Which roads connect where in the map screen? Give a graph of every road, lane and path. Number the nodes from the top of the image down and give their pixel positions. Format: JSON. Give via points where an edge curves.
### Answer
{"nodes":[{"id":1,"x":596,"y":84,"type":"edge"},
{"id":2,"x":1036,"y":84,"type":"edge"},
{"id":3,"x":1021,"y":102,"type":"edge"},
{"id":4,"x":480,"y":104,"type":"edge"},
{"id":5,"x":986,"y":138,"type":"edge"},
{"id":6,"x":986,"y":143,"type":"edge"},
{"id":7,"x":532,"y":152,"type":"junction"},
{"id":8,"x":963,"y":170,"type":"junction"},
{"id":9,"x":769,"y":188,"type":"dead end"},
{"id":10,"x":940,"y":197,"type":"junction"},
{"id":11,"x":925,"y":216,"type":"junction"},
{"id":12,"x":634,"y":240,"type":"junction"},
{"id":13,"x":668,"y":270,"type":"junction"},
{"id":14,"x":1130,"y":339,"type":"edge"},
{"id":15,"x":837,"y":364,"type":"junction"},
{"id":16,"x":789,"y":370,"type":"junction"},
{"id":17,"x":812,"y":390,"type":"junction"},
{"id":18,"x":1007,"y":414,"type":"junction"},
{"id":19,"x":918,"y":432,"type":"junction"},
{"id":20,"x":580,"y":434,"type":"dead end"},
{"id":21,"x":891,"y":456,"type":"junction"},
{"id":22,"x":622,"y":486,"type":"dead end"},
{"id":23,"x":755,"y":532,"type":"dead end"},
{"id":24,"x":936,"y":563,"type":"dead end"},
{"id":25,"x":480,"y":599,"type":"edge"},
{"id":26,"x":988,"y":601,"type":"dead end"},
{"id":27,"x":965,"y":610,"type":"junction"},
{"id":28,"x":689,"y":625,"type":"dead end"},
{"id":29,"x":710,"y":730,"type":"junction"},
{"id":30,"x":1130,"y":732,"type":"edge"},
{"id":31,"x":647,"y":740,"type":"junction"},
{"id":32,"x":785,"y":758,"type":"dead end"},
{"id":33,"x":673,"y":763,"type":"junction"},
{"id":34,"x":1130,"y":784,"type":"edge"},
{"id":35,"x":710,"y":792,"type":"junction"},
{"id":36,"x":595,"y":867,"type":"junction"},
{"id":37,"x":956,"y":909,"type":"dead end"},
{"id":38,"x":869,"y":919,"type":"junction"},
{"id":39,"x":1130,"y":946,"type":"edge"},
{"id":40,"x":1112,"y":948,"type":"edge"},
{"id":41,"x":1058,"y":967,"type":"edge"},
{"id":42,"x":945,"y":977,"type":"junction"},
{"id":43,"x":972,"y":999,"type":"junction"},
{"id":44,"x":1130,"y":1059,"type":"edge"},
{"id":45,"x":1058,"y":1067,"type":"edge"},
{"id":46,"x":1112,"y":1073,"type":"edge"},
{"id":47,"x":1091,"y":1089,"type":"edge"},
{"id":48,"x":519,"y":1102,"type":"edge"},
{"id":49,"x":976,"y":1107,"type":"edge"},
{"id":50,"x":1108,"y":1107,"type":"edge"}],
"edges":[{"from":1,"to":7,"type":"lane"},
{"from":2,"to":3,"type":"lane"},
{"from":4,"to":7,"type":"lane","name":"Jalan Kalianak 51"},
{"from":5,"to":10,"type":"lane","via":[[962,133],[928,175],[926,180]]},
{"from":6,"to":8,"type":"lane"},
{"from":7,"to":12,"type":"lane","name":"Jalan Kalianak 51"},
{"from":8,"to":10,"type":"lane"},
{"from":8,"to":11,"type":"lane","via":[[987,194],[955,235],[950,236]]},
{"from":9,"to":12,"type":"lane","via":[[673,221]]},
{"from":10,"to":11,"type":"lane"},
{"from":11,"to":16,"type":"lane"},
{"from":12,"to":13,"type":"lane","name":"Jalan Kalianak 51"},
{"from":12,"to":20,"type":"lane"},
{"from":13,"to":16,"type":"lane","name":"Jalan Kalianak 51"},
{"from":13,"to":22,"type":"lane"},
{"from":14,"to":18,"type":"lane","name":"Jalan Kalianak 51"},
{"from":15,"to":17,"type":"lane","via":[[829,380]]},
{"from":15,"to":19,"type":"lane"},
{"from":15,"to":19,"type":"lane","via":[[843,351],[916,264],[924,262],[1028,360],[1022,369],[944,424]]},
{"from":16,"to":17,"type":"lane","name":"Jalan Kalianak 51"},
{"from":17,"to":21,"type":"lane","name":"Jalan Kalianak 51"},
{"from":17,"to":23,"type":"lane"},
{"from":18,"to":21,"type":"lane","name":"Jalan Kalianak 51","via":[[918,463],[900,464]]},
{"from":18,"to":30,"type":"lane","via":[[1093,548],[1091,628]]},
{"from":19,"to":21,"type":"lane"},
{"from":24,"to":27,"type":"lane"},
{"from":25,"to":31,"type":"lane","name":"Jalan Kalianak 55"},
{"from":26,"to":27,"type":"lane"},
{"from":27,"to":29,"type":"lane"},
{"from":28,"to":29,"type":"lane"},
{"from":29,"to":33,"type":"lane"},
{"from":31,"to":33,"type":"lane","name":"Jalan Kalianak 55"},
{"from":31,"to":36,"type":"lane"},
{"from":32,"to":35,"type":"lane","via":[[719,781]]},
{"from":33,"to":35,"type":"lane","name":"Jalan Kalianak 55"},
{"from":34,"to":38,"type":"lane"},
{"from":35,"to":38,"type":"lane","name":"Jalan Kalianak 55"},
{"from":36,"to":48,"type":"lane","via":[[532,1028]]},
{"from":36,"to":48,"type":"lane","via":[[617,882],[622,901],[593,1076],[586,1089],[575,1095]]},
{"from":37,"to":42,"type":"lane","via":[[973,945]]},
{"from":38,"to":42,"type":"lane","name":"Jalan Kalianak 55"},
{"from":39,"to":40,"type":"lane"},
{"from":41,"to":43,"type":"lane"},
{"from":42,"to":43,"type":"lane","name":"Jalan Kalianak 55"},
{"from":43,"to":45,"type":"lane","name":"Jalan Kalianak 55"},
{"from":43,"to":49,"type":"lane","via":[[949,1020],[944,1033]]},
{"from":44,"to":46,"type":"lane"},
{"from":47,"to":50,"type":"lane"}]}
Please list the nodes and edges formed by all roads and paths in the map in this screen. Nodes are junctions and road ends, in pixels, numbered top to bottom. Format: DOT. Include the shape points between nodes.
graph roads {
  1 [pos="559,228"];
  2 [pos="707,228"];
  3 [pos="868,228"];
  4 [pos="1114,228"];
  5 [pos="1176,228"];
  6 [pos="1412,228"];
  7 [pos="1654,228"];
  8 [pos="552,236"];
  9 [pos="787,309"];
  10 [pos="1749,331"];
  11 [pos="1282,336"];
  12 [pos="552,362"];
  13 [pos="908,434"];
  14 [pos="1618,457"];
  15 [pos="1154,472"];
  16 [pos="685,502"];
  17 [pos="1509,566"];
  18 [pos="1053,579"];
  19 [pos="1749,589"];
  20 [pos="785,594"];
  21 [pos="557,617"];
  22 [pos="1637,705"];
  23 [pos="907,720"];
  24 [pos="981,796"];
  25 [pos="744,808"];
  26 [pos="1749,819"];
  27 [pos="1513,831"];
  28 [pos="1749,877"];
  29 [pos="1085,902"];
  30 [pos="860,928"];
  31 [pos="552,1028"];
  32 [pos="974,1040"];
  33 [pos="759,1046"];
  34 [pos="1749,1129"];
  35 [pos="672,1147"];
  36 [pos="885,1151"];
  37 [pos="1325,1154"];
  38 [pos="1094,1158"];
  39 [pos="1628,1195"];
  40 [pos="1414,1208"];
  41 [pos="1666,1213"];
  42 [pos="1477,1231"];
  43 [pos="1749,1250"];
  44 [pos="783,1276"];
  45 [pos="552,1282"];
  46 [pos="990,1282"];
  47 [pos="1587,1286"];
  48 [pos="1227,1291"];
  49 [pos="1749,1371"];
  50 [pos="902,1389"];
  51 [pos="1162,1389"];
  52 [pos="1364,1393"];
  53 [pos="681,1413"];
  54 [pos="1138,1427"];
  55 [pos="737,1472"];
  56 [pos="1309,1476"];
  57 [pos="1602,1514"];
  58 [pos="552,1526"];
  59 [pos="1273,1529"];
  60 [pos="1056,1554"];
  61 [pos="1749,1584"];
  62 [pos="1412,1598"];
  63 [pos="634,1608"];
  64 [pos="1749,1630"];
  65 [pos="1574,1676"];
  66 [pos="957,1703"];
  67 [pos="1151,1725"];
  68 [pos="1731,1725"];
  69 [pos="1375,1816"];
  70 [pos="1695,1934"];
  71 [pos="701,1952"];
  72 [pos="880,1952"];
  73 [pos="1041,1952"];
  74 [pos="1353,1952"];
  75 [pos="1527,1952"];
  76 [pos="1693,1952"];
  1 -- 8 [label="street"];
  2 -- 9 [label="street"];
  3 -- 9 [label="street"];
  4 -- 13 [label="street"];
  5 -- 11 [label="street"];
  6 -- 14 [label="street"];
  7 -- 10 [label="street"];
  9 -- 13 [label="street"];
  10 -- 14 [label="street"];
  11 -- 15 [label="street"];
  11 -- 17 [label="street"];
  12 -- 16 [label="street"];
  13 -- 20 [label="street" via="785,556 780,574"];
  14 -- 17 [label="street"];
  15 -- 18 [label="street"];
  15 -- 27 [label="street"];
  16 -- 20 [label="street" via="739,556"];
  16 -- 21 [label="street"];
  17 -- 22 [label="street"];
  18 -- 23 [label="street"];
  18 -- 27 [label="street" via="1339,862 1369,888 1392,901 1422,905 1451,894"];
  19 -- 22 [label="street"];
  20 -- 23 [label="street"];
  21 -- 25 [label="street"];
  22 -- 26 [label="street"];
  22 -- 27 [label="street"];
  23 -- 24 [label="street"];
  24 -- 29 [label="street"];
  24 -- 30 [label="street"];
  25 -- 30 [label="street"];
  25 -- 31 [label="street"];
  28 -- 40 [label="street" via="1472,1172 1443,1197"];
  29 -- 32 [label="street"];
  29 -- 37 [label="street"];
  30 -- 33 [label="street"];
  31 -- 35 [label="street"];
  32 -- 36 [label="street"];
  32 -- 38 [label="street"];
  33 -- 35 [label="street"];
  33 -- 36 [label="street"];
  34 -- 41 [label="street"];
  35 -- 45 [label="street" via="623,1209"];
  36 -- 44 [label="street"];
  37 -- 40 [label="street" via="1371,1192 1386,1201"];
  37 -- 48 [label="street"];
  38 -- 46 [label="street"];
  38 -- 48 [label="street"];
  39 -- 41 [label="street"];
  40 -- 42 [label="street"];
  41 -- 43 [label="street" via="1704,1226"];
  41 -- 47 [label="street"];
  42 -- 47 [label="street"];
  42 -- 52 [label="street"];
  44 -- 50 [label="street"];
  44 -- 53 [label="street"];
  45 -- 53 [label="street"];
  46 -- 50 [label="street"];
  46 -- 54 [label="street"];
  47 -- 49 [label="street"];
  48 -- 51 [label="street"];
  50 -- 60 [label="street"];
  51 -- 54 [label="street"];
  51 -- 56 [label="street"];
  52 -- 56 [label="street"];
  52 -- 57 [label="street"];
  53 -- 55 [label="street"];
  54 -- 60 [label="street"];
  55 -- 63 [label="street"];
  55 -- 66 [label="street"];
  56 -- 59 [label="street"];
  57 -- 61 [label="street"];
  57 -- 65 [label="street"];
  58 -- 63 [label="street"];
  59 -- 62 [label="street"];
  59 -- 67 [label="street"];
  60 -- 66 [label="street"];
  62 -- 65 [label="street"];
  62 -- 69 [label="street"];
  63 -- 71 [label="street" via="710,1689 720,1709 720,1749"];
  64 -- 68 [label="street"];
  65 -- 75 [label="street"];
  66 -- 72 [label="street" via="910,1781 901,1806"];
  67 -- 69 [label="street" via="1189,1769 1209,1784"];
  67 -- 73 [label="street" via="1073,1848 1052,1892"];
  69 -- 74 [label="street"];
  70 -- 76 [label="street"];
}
◆ ◆ ◆ ◆ ◆ ◆ ◆
YOUR INSTRUCTIONS:
Please go through the listing and return each line that has "screen" in it.

OUTPUT BELOW:
Which roads connect where in the map screen? Give a graph of every road, lane and path. Number the nodes from the top of the image down and give their pixel positions. Format: JSON. Give via points where an edge curves.
Please list the nodes and edges formed by all roads and paths in the map in this screen. Nodes are junctions and road ends, in pixels, numbered top to bottom. Format: DOT. Include the shape points between nodes.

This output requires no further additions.